Low Level Design: PostgreSQL Internals

Process Architecture

PostgreSQL uses a multi-process architecture rather than threads. The postmaster is the root process: it listens for incoming connections and forks a new backend process for each client connection. Each backend process handles exactly one client session for its entire lifetime. This isolation means a crashing backend cannot corrupt the state of other backends — a deliberate design choice for stability.

All backend processes communicate through shared memory, which contains the buffer pool (page cache), WAL buffers, lock tables, and other shared state. Background processes run independently: autovacuum workers reclaim dead tuples, the WAL writer flushes WAL buffers to disk, the bgwriter writes dirty pages from the buffer pool, the checkpointer periodically forces all dirty pages to disk, and the stats collector gathers query and table statistics.

Heap File Storage

Each table is stored as a heap file — a collection of fixed-size 8KB pages (blocks). The page layout is:

  • Page header: LSN of the latest WAL record touching this page, free space pointers, flags.
  • Item array: an array of (offset, length) pairs at the start of the free space region, each pointing to a tuple within the page.
  • Free space: unused space between the item array (growing down) and tuples (growing up).
  • Tuples: stored from the end of the page upward, each with a header followed by attribute data.

The tuple header contains: xmin (transaction ID that inserted this tuple), xmax (transaction ID that deleted or updated this tuple, zero if live), ctid (physical location — block number + item offset — used for HOT updates), a null bitmap, and infomask flags. Attribute data follows immediately after the header, with alignment padding between variable-length fields.

MVCC: Multi-Version Concurrency Control

PostgreSQL implements MVCC by keeping multiple versions of each row. When a row is updated, the old tuple is not overwritten — instead, the old tuple’s xmax is set to the updating transaction’s ID, and a new tuple version is inserted with xmin set to the same transaction ID. Readers see the version appropriate to their snapshot; writers create new versions. No read locks are needed — readers never block writers and writers never block readers.

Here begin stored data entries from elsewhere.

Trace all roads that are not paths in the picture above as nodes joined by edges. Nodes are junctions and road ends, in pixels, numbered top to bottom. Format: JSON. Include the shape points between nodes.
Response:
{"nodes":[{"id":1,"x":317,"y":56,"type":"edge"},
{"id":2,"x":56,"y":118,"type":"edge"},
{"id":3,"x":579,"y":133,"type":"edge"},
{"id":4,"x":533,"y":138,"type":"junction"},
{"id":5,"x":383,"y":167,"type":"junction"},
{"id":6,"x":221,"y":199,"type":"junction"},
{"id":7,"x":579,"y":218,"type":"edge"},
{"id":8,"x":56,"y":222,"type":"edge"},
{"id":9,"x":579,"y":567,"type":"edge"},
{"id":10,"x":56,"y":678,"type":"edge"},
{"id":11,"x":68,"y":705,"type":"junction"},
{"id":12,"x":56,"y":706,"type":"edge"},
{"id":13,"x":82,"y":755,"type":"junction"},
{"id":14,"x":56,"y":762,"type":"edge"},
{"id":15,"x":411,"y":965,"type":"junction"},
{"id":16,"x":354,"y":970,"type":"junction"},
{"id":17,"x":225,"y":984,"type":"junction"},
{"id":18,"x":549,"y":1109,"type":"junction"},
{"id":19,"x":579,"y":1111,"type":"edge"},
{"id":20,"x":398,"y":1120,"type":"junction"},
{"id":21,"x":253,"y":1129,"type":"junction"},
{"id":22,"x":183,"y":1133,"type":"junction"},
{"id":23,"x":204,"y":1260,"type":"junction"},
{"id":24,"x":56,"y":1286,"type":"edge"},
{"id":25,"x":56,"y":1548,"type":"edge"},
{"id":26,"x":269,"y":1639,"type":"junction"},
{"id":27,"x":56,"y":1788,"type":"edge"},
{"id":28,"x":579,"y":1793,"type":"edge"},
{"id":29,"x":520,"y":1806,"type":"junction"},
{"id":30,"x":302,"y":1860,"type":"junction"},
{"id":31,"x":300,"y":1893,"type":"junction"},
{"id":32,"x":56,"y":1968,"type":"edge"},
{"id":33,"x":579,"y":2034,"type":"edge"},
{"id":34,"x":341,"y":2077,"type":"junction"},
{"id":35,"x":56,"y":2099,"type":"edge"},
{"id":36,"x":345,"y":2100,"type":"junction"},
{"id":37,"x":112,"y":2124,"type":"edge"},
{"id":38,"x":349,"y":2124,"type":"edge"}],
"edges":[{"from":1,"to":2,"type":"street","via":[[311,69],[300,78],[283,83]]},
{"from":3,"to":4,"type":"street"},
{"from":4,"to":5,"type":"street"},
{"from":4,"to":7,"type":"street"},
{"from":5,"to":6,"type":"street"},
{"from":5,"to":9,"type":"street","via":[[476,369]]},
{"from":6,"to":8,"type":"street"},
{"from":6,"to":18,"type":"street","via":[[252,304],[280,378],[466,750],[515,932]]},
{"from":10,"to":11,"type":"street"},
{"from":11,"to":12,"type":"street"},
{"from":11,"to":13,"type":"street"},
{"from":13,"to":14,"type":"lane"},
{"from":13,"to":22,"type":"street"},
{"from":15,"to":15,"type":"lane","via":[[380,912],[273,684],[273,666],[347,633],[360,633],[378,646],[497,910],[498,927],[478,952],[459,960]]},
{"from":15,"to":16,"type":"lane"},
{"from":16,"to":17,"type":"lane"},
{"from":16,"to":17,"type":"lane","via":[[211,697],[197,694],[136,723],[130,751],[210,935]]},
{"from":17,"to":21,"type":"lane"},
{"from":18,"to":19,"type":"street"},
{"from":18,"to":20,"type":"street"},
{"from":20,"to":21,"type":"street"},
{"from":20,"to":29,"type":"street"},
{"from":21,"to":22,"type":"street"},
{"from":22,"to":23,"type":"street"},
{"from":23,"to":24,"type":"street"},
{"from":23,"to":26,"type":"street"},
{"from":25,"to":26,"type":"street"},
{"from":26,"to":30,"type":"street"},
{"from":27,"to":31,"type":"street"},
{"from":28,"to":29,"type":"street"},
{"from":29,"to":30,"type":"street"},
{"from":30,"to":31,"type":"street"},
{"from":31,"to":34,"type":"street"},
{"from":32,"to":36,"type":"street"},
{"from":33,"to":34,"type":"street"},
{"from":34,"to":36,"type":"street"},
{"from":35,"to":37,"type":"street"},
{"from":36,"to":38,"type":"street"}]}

A snapshot is captured at the start of each transaction (or each statement in READ COMMITTED). It records: the current transaction ID (xmax boundary), the list of in-progress transaction IDs, and the minimum active transaction ID (xmin boundary). A tuple is visible to a snapshot if:

  • xmin is committed and was committed before the snapshot was taken, AND
  • xmax is either zero, not yet committed, or was committed after the snapshot was taken.

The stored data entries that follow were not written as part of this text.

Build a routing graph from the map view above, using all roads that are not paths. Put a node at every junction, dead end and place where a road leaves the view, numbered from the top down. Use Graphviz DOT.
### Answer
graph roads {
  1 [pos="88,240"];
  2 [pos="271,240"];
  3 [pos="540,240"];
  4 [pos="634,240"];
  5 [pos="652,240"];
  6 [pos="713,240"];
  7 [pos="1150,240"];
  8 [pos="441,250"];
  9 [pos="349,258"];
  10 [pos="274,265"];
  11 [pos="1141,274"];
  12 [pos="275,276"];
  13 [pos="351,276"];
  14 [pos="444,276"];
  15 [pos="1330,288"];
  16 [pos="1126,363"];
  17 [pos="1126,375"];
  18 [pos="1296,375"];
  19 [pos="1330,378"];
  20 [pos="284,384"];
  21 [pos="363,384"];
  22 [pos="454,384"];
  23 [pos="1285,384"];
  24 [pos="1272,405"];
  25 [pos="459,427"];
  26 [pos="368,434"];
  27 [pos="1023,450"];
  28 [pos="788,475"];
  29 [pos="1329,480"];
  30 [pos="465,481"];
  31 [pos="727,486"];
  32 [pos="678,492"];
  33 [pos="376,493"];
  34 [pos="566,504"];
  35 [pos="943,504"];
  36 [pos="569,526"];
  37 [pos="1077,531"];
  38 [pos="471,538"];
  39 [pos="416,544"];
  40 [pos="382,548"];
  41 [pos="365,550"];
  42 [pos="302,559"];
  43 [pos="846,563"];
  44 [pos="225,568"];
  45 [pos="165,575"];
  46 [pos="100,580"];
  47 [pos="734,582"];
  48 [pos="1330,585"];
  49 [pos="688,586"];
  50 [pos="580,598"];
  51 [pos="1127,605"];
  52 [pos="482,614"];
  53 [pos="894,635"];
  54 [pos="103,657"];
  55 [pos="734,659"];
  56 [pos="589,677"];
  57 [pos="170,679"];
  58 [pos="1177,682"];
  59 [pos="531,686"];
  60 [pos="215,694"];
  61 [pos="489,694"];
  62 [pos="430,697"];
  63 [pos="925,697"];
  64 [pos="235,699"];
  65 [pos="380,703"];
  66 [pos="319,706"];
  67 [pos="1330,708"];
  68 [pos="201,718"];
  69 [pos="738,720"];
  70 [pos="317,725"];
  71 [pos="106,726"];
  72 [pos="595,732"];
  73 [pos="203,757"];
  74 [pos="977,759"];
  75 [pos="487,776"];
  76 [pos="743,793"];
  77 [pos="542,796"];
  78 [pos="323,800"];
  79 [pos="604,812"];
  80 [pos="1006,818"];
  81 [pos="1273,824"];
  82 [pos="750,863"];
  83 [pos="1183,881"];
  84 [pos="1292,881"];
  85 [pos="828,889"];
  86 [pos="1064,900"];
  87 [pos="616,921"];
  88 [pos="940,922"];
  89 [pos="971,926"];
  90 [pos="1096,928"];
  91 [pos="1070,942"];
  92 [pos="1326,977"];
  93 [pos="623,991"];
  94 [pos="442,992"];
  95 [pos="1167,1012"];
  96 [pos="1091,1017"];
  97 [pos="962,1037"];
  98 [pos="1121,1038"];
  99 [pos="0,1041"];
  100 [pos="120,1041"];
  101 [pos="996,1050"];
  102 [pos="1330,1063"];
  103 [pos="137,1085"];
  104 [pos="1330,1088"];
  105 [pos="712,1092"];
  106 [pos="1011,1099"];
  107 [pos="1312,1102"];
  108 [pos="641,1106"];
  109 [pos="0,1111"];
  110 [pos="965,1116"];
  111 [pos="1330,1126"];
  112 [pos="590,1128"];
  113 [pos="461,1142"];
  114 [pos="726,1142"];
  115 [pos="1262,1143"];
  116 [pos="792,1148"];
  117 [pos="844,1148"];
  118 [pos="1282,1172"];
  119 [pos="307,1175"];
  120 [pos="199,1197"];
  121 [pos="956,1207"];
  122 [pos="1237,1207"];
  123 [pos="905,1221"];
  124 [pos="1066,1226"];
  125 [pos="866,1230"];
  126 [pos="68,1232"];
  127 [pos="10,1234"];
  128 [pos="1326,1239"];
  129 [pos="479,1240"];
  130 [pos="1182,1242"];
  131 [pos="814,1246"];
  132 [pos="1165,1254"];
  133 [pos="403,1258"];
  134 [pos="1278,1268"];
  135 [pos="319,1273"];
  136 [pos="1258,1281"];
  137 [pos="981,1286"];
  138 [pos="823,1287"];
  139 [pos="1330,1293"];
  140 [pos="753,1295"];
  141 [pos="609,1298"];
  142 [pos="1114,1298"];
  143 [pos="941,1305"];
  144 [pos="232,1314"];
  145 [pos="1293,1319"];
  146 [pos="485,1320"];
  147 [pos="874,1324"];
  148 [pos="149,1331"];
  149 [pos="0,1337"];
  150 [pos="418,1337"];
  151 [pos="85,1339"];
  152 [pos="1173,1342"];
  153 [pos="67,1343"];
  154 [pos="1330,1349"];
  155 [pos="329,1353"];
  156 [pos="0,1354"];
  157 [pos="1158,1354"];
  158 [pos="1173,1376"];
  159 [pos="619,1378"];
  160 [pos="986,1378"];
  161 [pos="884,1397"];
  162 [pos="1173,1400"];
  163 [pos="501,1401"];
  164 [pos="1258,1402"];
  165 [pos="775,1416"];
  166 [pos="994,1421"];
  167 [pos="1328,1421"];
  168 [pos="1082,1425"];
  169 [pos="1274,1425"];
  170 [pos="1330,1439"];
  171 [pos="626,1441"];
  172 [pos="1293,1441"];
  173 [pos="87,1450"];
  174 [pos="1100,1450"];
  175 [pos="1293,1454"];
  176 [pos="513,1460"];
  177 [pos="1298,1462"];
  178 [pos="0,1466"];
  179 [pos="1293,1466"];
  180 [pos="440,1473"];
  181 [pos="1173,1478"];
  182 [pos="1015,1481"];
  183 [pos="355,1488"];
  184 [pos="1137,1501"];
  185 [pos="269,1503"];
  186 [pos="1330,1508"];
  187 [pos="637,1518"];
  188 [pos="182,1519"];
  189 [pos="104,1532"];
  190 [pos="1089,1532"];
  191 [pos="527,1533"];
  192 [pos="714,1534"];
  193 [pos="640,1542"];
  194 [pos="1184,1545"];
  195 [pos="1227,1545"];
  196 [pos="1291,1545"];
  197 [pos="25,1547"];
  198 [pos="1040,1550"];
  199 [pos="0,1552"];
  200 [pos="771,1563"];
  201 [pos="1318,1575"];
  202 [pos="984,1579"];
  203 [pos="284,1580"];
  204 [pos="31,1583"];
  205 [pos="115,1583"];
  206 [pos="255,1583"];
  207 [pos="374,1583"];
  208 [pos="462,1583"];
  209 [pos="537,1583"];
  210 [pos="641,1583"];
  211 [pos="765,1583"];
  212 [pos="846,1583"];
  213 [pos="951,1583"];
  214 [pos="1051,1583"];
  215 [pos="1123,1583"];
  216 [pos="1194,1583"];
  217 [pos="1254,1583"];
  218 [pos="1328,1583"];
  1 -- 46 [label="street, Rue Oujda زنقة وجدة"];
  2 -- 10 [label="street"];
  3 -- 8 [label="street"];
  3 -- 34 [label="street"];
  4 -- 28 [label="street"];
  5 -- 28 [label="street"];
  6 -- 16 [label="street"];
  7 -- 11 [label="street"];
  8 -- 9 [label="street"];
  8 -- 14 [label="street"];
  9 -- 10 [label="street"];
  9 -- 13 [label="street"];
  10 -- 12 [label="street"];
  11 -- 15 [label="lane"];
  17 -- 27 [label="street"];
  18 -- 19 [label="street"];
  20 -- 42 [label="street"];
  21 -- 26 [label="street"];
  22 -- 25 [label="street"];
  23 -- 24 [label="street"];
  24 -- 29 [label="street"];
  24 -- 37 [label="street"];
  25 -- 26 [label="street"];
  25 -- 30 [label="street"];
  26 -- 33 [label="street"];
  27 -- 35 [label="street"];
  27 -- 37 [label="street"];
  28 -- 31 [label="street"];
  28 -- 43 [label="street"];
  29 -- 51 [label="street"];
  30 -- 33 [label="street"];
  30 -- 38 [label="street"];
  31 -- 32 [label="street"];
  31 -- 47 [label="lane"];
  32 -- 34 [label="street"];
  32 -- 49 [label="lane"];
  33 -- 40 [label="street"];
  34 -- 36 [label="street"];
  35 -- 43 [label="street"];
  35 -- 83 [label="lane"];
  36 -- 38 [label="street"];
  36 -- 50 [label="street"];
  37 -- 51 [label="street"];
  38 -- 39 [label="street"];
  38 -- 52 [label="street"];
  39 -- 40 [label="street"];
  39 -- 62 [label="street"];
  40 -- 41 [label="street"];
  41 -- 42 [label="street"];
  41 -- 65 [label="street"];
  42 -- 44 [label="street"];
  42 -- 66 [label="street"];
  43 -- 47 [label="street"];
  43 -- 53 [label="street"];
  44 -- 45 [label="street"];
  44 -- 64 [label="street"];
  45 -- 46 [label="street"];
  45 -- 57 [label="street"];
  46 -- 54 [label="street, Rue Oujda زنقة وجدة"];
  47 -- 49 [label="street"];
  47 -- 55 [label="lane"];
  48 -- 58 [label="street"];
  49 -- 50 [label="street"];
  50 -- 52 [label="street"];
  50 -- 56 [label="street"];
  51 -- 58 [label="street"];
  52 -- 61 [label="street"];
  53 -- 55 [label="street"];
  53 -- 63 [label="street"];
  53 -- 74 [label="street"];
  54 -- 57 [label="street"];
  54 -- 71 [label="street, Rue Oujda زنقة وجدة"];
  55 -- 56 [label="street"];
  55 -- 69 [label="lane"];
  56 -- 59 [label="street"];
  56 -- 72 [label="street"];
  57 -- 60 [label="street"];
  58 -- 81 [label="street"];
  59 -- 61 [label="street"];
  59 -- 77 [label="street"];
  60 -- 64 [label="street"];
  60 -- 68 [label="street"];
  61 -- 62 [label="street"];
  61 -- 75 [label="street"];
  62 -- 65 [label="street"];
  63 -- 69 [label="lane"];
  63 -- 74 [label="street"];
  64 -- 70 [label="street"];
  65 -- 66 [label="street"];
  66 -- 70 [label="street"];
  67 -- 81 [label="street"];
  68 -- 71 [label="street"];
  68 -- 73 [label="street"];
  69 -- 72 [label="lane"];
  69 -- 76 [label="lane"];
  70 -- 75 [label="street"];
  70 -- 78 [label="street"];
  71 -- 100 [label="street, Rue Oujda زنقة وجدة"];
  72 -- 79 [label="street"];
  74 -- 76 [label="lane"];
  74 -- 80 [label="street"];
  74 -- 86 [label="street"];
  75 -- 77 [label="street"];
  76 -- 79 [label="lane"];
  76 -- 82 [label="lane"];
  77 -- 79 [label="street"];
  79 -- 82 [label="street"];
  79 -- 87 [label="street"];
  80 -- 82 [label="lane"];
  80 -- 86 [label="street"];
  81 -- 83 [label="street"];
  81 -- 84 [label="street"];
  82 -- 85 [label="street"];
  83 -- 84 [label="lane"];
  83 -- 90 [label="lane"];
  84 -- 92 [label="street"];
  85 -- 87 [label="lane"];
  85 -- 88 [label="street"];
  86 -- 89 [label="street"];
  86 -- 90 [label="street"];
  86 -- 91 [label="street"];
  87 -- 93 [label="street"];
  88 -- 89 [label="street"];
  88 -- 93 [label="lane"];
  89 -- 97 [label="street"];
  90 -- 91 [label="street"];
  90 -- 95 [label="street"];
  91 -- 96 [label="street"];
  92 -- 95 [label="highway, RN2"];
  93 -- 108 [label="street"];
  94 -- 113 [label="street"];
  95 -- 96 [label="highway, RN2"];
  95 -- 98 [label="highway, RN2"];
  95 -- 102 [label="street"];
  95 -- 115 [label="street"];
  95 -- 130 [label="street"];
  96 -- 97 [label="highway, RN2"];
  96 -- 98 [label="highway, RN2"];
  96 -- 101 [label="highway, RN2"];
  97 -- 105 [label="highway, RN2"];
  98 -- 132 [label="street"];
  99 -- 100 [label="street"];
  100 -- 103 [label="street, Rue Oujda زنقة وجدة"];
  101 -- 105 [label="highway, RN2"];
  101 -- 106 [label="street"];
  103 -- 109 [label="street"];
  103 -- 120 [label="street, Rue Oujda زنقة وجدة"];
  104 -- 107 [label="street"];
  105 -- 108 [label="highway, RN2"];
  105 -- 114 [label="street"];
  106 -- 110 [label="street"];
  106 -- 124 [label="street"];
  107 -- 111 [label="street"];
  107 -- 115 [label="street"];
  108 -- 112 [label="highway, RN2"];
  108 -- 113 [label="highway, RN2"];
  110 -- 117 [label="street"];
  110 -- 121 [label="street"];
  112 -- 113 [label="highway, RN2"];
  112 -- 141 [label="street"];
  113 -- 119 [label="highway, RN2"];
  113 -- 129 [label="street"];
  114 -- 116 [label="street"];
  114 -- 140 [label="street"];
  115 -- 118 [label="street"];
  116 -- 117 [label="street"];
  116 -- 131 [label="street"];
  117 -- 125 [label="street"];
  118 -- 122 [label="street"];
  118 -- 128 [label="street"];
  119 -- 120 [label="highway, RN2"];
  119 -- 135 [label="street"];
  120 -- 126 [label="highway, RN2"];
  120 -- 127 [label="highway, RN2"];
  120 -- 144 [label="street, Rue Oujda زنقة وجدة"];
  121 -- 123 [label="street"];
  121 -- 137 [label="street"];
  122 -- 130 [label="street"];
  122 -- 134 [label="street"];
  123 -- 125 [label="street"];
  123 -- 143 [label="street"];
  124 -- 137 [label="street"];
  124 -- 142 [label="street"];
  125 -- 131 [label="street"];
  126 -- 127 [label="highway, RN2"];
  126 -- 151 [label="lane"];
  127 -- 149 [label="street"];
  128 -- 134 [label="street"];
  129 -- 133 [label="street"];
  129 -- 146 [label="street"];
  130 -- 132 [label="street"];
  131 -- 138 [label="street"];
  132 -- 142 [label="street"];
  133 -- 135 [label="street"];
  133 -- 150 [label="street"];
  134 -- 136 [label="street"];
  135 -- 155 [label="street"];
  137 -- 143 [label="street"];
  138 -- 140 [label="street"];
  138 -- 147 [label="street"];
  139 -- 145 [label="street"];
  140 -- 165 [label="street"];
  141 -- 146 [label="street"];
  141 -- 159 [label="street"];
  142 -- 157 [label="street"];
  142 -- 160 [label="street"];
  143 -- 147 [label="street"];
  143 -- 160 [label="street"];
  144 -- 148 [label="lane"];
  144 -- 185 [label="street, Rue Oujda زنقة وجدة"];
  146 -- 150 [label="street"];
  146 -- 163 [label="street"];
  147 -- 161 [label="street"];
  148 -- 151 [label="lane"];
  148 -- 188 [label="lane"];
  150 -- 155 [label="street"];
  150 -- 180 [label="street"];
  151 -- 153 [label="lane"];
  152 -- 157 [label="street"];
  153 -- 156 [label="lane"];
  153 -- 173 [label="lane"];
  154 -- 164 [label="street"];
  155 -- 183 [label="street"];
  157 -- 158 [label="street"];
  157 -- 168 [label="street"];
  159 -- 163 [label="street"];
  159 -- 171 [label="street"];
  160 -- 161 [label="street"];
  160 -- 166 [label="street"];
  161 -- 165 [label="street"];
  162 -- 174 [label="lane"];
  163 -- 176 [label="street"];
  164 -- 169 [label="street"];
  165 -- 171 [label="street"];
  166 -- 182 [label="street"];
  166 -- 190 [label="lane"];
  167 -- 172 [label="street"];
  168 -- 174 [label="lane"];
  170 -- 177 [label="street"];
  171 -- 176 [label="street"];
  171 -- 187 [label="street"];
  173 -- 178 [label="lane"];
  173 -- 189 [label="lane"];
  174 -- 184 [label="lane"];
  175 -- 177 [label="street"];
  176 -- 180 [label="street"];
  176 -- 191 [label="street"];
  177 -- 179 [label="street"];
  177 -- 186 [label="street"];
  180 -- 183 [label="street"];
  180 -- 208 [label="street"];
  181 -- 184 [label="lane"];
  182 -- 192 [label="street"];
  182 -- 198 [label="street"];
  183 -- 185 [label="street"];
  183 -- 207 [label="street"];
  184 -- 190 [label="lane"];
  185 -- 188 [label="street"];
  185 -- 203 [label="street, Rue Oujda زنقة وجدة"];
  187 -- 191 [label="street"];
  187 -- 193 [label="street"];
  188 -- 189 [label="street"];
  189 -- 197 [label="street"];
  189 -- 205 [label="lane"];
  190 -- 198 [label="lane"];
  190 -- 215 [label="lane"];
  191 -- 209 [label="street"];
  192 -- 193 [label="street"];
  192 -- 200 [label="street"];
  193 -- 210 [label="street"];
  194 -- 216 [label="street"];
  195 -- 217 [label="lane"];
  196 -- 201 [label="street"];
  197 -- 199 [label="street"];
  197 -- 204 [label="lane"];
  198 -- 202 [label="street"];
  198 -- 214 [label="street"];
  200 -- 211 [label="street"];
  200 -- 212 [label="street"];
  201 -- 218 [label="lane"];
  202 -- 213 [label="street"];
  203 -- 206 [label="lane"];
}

This means old tuple versions accumulate on disk until VACUUM removes them. Transaction IDs are 32-bit integers; PostgreSQL uses transaction ID wraparound prevention (via VACUUM FREEZE) to avoid ID space exhaustion.

Write-Ahead Log (WAL)

WAL is the backbone of PostgreSQL’s durability and replication. Before any change is applied to a data page, a WAL record describing that change is written to the WAL buffer and flushed to disk. On commit, the WAL record for the commit is fsynced — after that, the transaction is durable even if the server crashes before dirty data pages are written.

Each WAL record contains: a resource manager identifier (heap, index, sequence, etc.), a Log Sequence Number (LSN — byte offset in the WAL stream), and the change data (full page images on first write after checkpoint, or delta records thereafter). The WAL file is a sequence of 16MB segments in pg_wal/. WAL is used for: crash recovery (replay WAL from last checkpoint), streaming replication (WAL records streamed to standby servers in real time), and point-in-time recovery (PITR).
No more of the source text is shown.